Researchers have recaptured gray squirrels year after year in their original territories. On average, these critters survive about six years and can live longer than 20.
Birds also have long lives and will often stay in the same territory year after year. However, when eggs don’t hatch or young die in the nest, some birds may choose a new territory the following year. This means there can be high turnover in your local bird network if the local habitat is unpredictable or full of urban predators.
 
Birds that don’t migrate and stay in residence year-round, like chickadees, often have a tendency to stay in the same area, which means you’ll be seeing the same individual birds outside your window across seasons.
 
Some species will have territories that don’t overlap much at all. For others, the overlap can be extensive. This means that generally during the breeding season, you could be watching many gray squirrels visiting outside your window. There may also be a couple of male cottontails, but probably a single female because they tend to not overlap with other females.
 
Maybe you’ll spy the same pair of cardinals along with a reliable pair of chickadees. If you’re watching closely like I was the other day, you may get lucky and catch another male cardinal from the territory next door trying to flirt with your female, at least until her mate realizes what’s about to happen. That is a clue to the invisible lines birds have drawn between their own domains.
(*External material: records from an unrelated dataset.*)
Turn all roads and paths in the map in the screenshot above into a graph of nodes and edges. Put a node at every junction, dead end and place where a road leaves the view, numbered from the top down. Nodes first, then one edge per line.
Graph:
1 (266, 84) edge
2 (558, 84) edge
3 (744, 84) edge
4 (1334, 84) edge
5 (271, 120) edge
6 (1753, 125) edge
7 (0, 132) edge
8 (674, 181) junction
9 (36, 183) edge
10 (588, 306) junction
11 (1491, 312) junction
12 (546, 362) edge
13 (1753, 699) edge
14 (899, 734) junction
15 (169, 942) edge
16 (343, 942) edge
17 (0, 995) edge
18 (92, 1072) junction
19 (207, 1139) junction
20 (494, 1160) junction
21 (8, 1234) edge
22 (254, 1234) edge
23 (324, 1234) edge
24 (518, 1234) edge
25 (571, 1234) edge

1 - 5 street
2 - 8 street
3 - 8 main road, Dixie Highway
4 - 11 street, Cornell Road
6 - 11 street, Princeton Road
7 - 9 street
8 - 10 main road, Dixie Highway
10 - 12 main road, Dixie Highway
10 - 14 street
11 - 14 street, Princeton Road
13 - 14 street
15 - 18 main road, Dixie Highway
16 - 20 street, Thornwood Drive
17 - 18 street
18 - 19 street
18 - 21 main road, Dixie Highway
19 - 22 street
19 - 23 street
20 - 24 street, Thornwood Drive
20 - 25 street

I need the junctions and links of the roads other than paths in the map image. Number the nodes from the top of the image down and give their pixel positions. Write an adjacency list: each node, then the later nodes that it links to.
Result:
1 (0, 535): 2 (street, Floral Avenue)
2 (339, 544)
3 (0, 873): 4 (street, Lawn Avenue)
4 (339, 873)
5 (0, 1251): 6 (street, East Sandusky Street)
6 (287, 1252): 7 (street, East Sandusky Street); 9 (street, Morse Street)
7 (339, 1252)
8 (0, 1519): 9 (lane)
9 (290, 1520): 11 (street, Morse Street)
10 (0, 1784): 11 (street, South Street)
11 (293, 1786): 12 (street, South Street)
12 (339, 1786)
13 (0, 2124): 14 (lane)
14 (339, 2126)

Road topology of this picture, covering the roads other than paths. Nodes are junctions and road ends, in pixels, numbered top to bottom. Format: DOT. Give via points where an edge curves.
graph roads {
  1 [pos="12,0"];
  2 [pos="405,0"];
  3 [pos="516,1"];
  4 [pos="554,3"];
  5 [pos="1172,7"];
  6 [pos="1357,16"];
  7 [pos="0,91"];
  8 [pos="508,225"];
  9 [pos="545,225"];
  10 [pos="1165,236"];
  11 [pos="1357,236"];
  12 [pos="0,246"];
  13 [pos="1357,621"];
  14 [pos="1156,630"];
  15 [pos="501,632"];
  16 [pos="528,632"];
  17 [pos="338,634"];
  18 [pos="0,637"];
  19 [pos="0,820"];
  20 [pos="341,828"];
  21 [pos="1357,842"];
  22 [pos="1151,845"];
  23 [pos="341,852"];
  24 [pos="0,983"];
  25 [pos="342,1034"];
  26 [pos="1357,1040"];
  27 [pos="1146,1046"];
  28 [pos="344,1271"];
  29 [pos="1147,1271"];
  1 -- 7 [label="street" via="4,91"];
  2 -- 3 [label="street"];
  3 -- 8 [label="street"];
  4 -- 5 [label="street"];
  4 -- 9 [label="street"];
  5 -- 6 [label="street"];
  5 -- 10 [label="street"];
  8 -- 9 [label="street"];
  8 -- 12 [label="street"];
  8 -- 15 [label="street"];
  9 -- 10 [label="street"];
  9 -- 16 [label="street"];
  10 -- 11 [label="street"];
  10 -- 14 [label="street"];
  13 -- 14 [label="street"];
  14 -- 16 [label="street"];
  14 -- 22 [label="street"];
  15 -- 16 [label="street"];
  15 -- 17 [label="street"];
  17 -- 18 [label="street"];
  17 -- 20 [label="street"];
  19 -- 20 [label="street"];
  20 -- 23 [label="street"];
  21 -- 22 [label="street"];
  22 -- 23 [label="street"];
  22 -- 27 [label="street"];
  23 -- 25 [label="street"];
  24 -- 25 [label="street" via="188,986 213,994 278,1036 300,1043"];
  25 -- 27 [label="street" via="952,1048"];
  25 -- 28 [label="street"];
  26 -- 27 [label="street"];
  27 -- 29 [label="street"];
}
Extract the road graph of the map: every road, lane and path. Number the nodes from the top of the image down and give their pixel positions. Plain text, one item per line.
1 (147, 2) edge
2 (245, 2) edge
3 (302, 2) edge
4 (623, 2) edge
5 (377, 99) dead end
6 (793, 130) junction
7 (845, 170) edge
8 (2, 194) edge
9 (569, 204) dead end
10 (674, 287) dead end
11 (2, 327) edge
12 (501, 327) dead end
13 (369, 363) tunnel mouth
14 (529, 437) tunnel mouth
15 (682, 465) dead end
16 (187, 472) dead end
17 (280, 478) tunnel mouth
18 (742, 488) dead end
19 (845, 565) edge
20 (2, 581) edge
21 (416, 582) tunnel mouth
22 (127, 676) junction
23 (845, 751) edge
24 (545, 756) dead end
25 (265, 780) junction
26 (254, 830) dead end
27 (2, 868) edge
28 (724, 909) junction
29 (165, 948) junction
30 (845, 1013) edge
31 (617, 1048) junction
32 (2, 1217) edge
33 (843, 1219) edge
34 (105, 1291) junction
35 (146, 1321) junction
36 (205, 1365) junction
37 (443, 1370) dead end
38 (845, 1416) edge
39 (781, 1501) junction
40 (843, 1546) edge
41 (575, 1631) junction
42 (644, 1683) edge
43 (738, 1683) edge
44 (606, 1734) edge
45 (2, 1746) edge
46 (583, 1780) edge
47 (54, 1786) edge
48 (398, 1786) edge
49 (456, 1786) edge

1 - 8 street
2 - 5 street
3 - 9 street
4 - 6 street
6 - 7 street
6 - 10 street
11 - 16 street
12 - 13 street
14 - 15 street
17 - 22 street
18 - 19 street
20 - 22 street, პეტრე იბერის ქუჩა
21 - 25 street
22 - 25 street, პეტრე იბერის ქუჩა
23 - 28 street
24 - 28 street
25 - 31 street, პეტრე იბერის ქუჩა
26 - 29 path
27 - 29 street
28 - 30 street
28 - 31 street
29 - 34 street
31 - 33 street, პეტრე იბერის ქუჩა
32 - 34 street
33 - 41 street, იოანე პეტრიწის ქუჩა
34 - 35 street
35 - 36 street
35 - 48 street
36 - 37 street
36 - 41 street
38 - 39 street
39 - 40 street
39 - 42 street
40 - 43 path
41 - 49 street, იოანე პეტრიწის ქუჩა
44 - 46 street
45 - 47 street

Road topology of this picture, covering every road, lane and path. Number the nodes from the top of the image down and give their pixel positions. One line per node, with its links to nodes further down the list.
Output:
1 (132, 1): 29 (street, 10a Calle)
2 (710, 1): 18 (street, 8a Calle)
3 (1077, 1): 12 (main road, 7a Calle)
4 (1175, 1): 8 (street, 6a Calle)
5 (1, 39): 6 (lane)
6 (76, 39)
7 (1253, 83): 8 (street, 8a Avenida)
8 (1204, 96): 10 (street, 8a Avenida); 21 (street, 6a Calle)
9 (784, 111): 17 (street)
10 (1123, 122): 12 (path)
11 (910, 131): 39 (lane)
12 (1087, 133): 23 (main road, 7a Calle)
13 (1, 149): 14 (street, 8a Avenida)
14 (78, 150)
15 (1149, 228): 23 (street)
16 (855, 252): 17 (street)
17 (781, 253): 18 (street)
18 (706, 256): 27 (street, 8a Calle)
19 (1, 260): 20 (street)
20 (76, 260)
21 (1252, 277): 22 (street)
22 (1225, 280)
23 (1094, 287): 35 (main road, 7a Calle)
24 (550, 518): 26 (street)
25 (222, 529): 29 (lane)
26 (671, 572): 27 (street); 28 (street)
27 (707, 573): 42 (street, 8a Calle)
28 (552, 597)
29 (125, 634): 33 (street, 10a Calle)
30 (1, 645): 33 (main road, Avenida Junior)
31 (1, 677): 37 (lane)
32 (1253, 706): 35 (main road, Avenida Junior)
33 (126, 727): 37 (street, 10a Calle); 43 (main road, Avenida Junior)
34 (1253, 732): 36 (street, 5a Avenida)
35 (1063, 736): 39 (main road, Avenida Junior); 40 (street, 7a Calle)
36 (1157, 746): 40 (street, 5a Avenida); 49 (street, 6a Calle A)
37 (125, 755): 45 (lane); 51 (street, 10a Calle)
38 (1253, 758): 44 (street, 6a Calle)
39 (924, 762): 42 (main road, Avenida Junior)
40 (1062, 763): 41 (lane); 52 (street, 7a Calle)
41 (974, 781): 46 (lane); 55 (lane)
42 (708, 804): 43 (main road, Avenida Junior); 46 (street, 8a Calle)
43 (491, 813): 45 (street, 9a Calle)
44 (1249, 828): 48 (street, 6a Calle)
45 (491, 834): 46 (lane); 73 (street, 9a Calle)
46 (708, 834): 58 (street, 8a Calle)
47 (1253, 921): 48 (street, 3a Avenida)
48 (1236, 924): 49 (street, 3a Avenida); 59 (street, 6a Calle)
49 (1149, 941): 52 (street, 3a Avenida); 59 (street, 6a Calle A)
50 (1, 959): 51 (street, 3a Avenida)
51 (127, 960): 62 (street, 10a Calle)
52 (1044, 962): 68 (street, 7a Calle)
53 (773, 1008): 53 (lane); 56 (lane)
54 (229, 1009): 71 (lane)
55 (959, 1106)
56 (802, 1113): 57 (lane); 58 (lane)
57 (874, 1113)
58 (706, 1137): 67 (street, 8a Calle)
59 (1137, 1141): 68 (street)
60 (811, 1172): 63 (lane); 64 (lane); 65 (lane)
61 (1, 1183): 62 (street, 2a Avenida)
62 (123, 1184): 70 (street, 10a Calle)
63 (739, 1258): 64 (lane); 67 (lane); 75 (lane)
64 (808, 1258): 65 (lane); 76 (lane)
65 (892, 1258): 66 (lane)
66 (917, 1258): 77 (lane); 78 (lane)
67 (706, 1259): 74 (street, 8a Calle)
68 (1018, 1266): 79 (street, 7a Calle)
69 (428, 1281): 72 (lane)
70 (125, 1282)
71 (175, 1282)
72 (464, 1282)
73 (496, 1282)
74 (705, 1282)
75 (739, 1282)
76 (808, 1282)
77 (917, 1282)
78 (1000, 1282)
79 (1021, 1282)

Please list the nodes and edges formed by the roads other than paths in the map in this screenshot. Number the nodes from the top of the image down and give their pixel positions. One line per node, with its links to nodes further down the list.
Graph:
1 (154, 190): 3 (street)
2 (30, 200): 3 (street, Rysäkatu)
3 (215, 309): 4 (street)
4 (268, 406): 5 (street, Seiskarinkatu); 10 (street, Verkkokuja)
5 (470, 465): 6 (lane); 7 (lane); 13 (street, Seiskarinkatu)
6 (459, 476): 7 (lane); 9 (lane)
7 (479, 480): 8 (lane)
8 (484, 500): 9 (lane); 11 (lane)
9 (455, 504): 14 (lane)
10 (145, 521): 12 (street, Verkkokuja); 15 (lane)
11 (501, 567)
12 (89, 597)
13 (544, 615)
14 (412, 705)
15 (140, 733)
When it comes to smaller animals, like lizards and insects, all bets are off for how many unique individuals are present outside your window. But you can expect more of everything as the number of native plants increases.
 
Tips for watching
If you’re interested in trying to keep track of particular wildlife friends through the window, try to watch for identifying marks.  In my research, I attach colored bands to bird legs or mark the scales of turtles and snakes so we can figure out how many exist in an area. Many animals have enough individual variation that you can keep track of them using their natural unique marks and scars. Squirrels can have torn ears or injured tails, lizards can have unique scars or healed injuries, and birds can have subtle differences in color or pattern.
 
Also try paying attention to the maximum number you see at any one point. Where do they go after eating or basking? You may get lucky and spy a nest or resting place. See if you can spot other individuals coming from different directions and territories.
 
At my house, we had a nest of rabbit kits born under our deck. I thought there was only one surviving newborn because we never saw more than one offspring. Two weeks later, there were three babies foraging simultaneously in the yard, and it became clear that they’d previously been taking turns coming out of hiding.
 
If you start watching closely, I think you’ll find so much drama happening in your neighborhood that you may get hooked on the action.